For the buy it route..... look in the novelty shops and perhaps the light section of wallmart, there should be something in there you can adapt to your needs. They regularly sell wierd pulsing lights of one kind or another, usually just a case of seperating the base from the gizmo and plugging in your own bulbs.
posted by IronLizard at 6:27 AM on April 8, 2006

You could just skip the electricity all together - Pixels for you, pixels for me.
posted by Chuckles at 8:35 AM on April 8, 2006

this is terribly low-fi, but have you considered a physical screen that rotates around the bulb? i remember seeing somewhere a setup that used the hot air rising from the bulb to rotate a suspended mask so that the intensity varied.
posted by andrew cooke at 9:00 AM on April 8, 2006

convert from 120VAC to somewhere around 5-9VDC (cell phone charger will probably do the trick)

use a square wave oscilator in series with a capacitor and a trim pot all wired in parallel with a bunch of LED's.
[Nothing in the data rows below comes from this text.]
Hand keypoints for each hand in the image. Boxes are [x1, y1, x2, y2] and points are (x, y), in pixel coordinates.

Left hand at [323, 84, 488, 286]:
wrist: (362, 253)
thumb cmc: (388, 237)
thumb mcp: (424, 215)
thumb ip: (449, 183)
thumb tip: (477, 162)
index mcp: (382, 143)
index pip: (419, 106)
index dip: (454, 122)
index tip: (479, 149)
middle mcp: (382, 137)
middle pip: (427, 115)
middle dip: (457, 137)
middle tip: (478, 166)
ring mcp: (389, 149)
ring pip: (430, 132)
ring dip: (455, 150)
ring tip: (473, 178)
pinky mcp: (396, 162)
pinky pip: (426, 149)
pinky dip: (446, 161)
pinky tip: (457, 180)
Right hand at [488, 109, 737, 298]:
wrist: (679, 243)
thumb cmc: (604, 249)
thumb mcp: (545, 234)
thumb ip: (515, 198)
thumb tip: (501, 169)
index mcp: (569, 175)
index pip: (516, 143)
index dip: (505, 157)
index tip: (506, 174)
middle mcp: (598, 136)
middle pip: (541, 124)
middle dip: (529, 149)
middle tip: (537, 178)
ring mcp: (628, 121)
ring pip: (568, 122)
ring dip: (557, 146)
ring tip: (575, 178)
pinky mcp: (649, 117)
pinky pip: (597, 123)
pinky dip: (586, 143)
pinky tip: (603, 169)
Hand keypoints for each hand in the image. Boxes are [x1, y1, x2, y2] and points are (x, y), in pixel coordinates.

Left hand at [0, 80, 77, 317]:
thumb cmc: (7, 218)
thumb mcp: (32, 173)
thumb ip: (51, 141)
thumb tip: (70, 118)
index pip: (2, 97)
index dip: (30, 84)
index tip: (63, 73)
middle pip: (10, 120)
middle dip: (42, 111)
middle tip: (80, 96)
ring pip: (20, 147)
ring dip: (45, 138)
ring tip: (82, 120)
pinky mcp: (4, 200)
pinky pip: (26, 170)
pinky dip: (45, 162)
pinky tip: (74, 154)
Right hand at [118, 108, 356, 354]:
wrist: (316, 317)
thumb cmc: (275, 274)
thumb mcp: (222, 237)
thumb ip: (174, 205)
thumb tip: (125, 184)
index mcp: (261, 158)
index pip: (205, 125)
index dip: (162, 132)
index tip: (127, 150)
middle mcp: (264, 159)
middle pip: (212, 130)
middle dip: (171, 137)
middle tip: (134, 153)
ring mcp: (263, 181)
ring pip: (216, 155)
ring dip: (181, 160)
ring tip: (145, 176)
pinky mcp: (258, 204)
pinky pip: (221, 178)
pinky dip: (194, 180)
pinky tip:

The pot will allow you to adjust the speed of the bulbs.

i had to do almost the exact same thing on a breadboard 2 semesters ago.

you can look up rc circuits online to get an idea for the cap and pot values you need. Or email me, ill see if i can whip something up.
posted by I_am_jesus at 9:05 AM on April 8, 2006

Thanks folks. I'll dig into these suggestions and mark best answer when I figure out what worked for me.
posted by bkeaggy at 3:59 PM on April 8, 2006

So my dad figured out a solution (he always does). We used the receiver from a Casablanca ceiling fan and an Adapt-Touch remote. The remote has a button that dims the light, but if you keep the button held down the light pulses on and off just like on the front of a Mac laptop.

This is the remote and normal setup, which we obviously modified a bit (links to PDF): http://www.casablancafanco.com/services/omans/instructions-w52.pdf

I really appreciate all the suggestions.